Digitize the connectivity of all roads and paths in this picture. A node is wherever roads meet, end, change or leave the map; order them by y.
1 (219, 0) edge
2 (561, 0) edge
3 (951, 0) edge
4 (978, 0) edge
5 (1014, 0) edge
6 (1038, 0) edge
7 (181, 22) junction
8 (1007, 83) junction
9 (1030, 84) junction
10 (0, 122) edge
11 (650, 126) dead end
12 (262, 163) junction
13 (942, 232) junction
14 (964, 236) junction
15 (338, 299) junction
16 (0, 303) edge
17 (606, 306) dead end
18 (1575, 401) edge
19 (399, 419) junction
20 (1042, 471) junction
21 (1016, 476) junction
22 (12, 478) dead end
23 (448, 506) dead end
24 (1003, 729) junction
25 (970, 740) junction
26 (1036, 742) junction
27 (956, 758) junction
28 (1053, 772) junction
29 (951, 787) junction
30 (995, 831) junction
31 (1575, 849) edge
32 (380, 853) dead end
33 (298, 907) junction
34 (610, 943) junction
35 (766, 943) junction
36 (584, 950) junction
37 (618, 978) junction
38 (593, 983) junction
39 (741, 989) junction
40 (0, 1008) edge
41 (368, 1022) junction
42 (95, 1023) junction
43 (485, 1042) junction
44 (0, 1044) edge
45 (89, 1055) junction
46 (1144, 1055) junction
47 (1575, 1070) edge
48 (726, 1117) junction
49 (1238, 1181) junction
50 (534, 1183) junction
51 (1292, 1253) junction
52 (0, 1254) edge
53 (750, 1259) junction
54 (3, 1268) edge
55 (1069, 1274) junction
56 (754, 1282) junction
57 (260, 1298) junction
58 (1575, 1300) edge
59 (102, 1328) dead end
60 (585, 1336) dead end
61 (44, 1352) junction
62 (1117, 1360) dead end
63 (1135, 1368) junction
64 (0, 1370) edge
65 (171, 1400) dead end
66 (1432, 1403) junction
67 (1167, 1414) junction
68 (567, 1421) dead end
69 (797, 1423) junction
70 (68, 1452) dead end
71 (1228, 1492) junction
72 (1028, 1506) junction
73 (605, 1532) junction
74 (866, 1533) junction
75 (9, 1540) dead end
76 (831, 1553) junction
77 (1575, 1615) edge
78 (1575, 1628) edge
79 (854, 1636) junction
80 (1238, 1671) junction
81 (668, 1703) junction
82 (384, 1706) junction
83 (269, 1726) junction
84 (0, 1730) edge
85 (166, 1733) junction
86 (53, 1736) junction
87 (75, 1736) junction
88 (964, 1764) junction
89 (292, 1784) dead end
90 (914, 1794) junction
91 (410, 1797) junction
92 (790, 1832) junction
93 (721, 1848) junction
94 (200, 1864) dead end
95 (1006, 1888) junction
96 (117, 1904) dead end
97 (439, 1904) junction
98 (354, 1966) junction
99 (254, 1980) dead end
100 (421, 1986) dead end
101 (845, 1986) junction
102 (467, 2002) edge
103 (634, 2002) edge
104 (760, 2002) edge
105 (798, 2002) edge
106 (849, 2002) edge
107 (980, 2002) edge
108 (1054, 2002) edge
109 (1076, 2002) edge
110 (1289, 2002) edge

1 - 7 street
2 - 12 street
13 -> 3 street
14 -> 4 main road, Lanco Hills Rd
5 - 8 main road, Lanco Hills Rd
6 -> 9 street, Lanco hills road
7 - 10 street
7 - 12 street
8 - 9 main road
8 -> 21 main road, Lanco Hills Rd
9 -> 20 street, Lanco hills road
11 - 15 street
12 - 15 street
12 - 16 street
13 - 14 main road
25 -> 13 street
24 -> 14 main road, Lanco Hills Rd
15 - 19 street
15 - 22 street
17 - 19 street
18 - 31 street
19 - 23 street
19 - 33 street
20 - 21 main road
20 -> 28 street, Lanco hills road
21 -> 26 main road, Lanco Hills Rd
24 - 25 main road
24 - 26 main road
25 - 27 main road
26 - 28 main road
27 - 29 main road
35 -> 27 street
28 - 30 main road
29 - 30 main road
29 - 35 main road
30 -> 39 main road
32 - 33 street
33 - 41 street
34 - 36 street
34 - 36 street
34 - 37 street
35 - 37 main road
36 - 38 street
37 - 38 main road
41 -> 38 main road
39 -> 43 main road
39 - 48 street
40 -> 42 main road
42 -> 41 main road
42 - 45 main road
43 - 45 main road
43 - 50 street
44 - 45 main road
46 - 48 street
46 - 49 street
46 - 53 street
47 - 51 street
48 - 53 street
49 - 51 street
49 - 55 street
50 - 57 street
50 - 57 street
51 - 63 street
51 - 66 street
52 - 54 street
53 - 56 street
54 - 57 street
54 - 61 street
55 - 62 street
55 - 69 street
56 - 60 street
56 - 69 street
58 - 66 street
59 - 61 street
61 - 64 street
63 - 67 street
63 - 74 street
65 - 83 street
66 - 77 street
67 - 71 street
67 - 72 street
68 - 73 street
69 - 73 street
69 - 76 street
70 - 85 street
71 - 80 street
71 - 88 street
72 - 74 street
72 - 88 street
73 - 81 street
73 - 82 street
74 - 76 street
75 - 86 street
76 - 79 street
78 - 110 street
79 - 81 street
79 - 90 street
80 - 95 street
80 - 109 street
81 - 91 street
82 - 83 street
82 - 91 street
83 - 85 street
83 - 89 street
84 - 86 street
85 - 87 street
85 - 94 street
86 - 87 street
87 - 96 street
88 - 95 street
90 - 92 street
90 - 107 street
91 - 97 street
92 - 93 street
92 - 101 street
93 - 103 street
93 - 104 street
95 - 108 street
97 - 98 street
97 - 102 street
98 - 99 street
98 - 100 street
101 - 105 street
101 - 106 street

━━━━━━━━━━

HOW TO COMPLETE THIS TASK:
The data above should be returned in full, exactly as written.

REPLY:
Digitize the connectivity of all roads and paths in this picture. A node is wherever roads meet, end, change or leave the map; order them by y.
1 (219, 0) edge
2 (561, 0) edge
3 (951, 0) edge
4 (978, 0) edge
5 (1014, 0) edge
6 (1038, 0) edge
7 (181, 22) junction
8 (1007, 83) junction
9 (1030, 84) junction
10 (0, 122) edge
11 (650, 126) dead end
12 (262, 163) junction
13 (942, 232) junction
14 (964, 236) junction
15 (338, 299) junction
16 (0, 303) edge
17 (606, 306) dead end
18 (1575, 401) edge
19 (399, 419) junction
20 (1042, 471) junction
21 (1016, 476) junction
22 (12, 478) dead end
23 (448, 506) dead end
24 (1003, 729) junction
25 (970, 740) junction
26 (1036, 742) junction
27 (956, 758) junction
28 (1053, 772) junction
29 (951, 787) junction
30 (995, 831) junction
31 (1575, 849) edge
32 (380, 853) dead end
33 (298, 907) junction
34 (610, 943) junction
35 (766, 943) junction
36 (584, 950) junction
37 (618, 978) junction
38 (593, 983) junction
39 (741, 989) junction
40 (0, 1008) edge
41 (368, 1022) junction
42 (95, 1023) junction
43 (485, 1042) junction
44 (0, 1044) edge
45 (89, 1055) junction
46 (1144, 1055) junction
47 (1575, 1070) edge
48 (726, 1117) junction
49 (1238, 1181) junction
50 (534, 1183) junction
51 (1292, 1253) junction
52 (0, 1254) edge
53 (750, 1259) junction
54 (3, 1268) edge
55 (1069, 1274) junction
56 (754, 1282) junction
57 (260, 1298) junction
58 (1575, 1300) edge
59 (102, 1328) dead end
60 (585, 1336) dead end
61 (44, 1352) junction
62 (1117, 1360) dead end
63 (1135, 1368) junction
64 (0, 1370) edge
65 (171, 1400) dead end
66 (1432, 1403) junction
67 (1167, 1414) junction
68 (567, 1421) dead end
69 (797, 1423) junction
70 (68, 1452) dead end
71 (1228, 1492) junction
72 (1028, 1506) junction
73 (605, 1532) junction
74 (866, 1533) junction
75 (9, 1540) dead end
76 (831, 1553) junction
77 (1575, 1615) edge
78 (1575, 1628) edge
79 (854, 1636) junction
80 (1238, 1671) junction
81 (668, 1703) junction
82 (384, 1706) junction
83 (269, 1726) junction
84 (0, 1730) edge
85 (166, 1733) junction
86 (53, 1736) junction
87 (75, 1736) junction
88 (964, 1764) junction
89 (292, 1784) dead end
90 (914, 1794) junction
91 (410, 1797) junction
92 (790, 1832) junction
93 (721, 1848) junction
94 (200, 1864) dead end
95 (1006, 1888) junction
96 (117, 1904) dead end
97 (439, 1904) junction
98 (354, 1966) junction
99 (254, 1980) dead end
100 (421, 1986) dead end
101 (845, 1986) junction
102 (467, 2002) edge
103 (634, 2002) edge
104 (760, 2002) edge
105 (798, 2002) edge
106 (849, 2002) edge
107 (980, 2002) edge
108 (1054, 2002) edge
109 (1076, 2002) edge
110 (1289, 2002) edge

1 - 7 street
2 - 12 street
13 -> 3 street
14 -> 4 main road, Lanco Hills Rd
5 - 8 main road, Lanco Hills Rd
6 -> 9 street, Lanco hills road
7 - 10 street
7 - 12 street
8 - 9 main road
8 -> 21 main road, Lanco Hills Rd
9 -> 20 street, Lanco hills road
11 - 15 street
12 - 15 street
12 - 16 street
13 - 14 main road
25 -> 13 street
24 -> 14 main road, Lanco Hills Rd
15 - 19 street
15 - 22 street
17 - 19 street
18 - 31 street
19 - 23 street
19 - 33 street
20 - 21 main road
20 -> 28 street, Lanco hills road
21 -> 26 main road, Lanco Hills Rd
24 - 25 main road
24 - 26 main road
25 - 27 main road
26 - 28 main road
27 - 29 main road
35 -> 27 street
28 - 30 main road
29 - 30 main road
29 - 35 main road
30 -> 39 main road
32 - 33 street
33 - 41 street
34 - 36 street
34 - 36 street
34 - 37 street
35 - 37 main road
36 - 38 street
37 - 38 main road
41 -> 38 main road
39 -> 43 main road
39 - 48 street
40 -> 42 main road
42 -> 41 main road
42 - 45 main road
43 - 45 main road
43 - 50 street
44 - 45 main road
46 - 48 street
46 - 49 street
46 - 53 street
47 - 51 street
48 - 53 street
49 - 51 street
49 - 55 street
50 - 57 street
50 - 57 street
51 - 63 street
51 - 66 street
52 - 54 street
53 - 56 street
54 - 57 street
54 - 61 street
55 - 62 street
55 - 69 street
56 - 60 street
56 - 69 street
58 - 66 street
59 - 61 street
61 - 64 street
63 - 67 street
63 - 74 street
65 - 83 street
66 - 77 street
67 - 71 street
67 - 72 street
68 - 73 street
69 - 73 street
69 - 76 street
70 - 85 street
71 - 80 street
71 - 88 street
72 - 74 street
72 - 88 street
73 - 81 street
73 - 82 street
74 - 76 street
75 - 86 street
76 - 79 street
78 - 110 street
79 - 81 street
79 - 90 street
80 - 95 street
80 - 109 street
81 - 91 street
82 - 83 street
82 - 91 street
83 - 85 street
83 - 89 street
84 - 86 street
85 - 87 street
85 - 94 street
86 - 87 street
87 - 96 street
88 - 95 street
90 - 92 street
90 - 107 street
91 - 97 street
92 - 93 street
92 - 101 street
93 - 103 street
93 - 104 street
95 - 108 street
97 - 98 street
97 - 102 street
98 - 99 street
98 - 100 street
101 - 105 street
101 - 106 street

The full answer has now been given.